Dit verhaal is eerder gepubliceerd in maart 2019.
Het is niet moeilijk om te zien wanneer Sinan Can (41) over een onderwerp praat dat zijn hart raakt. Zijn ogen lichten op. Een glimlach krult niet alleen om zijn lippen, maar klinkt ook door in zijn stem.
Can is druk aan het werk. Momenteel legt hij de laatste hand aan zijn documentaire Sinan zoekt de klas van Elias, die op 25 maart uitkomt. Daarin probeert de journalist de klasgenoten te vinden van een Syrische tiener uit Aleppo, die een paar jaar na het uitbreken van de burgeroorlog naar Nederland is gevlucht. Elias woont nu in Enschede.
Uitgangspunt van de documentaire is een klassenfoto die zeven jaar geleden werd gemaakt op de dag dat de eerste bom in Aleppo ontplofte. Het was de laatste dag dat de kinderen elkaar hebben gezien.
‘In die foto komt alles bij elkaar’, vertelt Can. ‘Hoe door een oorlog een land, maar ook een klas uit elkaar kan vallen. Hoe dierbaren elkaar kwijt kunnen raken. En hoe in Aleppo verleden, heden en toekomst vernield zijn. Alles is stuk. Gebouwen kun je herstellen, maar menselijk leed kun je niet ongedaan maken.’
Van een deel van de kinderen op de foto ontbreekt elk spoor. Gevlucht wellicht, of omgekomen in de oorlog. Twintig kinderen wist Can te lokaliseren. Zo vond hij Elias’ beste vriend in Australië.
Maar de klap op de vuurpijl was de ontdekking dat een van de meisjes uit de klas in Nederland blijkt te wonen, op 65 kilometer afstand van Elias. Zo mooi had Can het zelf nooit kunnen bedenken. ‘Binnenkort gaan we hen weer samenbrengen’, zegt hij breed glimlachend. ‘Ze bleken zonder het te weten al twee jaar heel dicht bij elkaar te wonen.

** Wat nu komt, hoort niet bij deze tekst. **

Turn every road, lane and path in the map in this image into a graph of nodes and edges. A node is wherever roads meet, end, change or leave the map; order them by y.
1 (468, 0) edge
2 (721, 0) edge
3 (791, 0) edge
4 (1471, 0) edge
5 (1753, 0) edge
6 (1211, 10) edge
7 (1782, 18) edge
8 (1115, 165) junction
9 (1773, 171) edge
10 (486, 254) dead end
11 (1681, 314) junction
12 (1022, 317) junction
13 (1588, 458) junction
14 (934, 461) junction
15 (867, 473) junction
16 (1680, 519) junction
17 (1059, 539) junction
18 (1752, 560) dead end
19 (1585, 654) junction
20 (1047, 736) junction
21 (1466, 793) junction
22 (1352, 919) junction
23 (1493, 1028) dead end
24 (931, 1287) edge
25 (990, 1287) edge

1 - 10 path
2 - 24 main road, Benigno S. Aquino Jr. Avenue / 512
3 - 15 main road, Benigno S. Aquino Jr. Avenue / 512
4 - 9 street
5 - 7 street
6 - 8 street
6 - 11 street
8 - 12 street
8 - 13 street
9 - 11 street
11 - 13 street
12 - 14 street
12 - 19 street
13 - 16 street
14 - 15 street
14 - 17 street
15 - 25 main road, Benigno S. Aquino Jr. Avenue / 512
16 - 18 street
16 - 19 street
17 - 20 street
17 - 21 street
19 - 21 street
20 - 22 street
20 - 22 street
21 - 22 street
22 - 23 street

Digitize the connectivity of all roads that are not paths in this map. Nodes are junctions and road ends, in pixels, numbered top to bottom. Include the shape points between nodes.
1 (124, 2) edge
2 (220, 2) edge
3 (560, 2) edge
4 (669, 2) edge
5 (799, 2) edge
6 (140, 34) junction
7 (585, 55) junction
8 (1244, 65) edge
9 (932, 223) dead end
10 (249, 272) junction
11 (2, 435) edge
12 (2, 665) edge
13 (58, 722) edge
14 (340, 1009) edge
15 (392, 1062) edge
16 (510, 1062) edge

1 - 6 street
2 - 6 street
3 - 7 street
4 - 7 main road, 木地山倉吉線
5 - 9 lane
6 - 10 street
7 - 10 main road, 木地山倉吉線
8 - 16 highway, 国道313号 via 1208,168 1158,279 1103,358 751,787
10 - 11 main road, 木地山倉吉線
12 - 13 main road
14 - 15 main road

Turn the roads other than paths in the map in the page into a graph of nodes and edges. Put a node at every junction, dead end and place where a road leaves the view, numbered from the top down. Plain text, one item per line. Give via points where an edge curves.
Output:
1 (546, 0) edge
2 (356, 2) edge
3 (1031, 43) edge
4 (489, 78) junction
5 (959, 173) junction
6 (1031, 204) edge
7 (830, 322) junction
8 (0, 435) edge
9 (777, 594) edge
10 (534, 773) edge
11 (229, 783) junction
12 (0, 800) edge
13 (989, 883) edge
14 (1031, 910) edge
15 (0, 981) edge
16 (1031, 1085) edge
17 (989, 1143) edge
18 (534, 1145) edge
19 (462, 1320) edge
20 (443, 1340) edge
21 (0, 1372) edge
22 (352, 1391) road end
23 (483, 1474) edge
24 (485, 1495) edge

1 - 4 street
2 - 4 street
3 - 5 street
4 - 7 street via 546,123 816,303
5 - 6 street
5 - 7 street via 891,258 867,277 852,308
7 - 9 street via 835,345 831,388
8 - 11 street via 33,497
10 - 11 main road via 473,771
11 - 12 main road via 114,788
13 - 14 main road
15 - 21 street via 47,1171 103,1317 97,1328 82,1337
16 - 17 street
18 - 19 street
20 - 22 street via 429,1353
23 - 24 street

Dat hun paden weer kruisen in een ander land, op 3000 kilometer afstand van huis, vind ik mooi.’
zachtheid
De afgelopen jaren waagde Can zich voor zijn werk bij BNNVARA regelmatig in conflictgebied. Daar zag hij wat mensen elkaar kunnen aandoen in naam van religie en wraak. Hij ontdekte dat de cyclus van geweld moeilijk te doorbreken is.
‘Ik heb ouders gesproken van wie de kinderen door ISIS of een andere militie zijn gedood. Het is menselijk om dan wraak te willen nemen. Oog om oog, tand om tand. Maar door die gedachte gaat de wereld kapot. Dat is het grote probleem in het Midden-Oosten: er is nul handreiking naar elkaar toe.’
Waar dat mogelijk is, gaat Can op zoek naar verhalen van hoop en verzoening. Want alleen als mensen zich verzoenen, kunnen conflicten echt ten einde komen, gelooft hij. Dat is makkelijker gezegd dan gedaan. ‘Waar ik na afloop van een reis terugkeer naar mijn comfortabele leven, zitten die mensen dagelijks in de ellende. Dan is het groots als je je zachtheid weet te behouden.’
Voor vluchtelingen in Nederland die het voor elkaar krijgen niet verbitterd te raken, heeft hij veel respect. Hij herkent zichzelf niet in mensen die zeggen dat ze zich ingesloten voelen door vluchtelingen uit Syrië. ‘In een land waar er al 74 jaar geen oorlog is, is het moeilijk je te verplaatsen in mensen die door een oorlog zijn verscheurd en een helse tocht hebben gemaakt om hier te komen. Het vluchtelingendebat wordt vaak negatief gevoerd, terwijl veel vluchtelingen er echt wat van proberen te maken in Nederland.’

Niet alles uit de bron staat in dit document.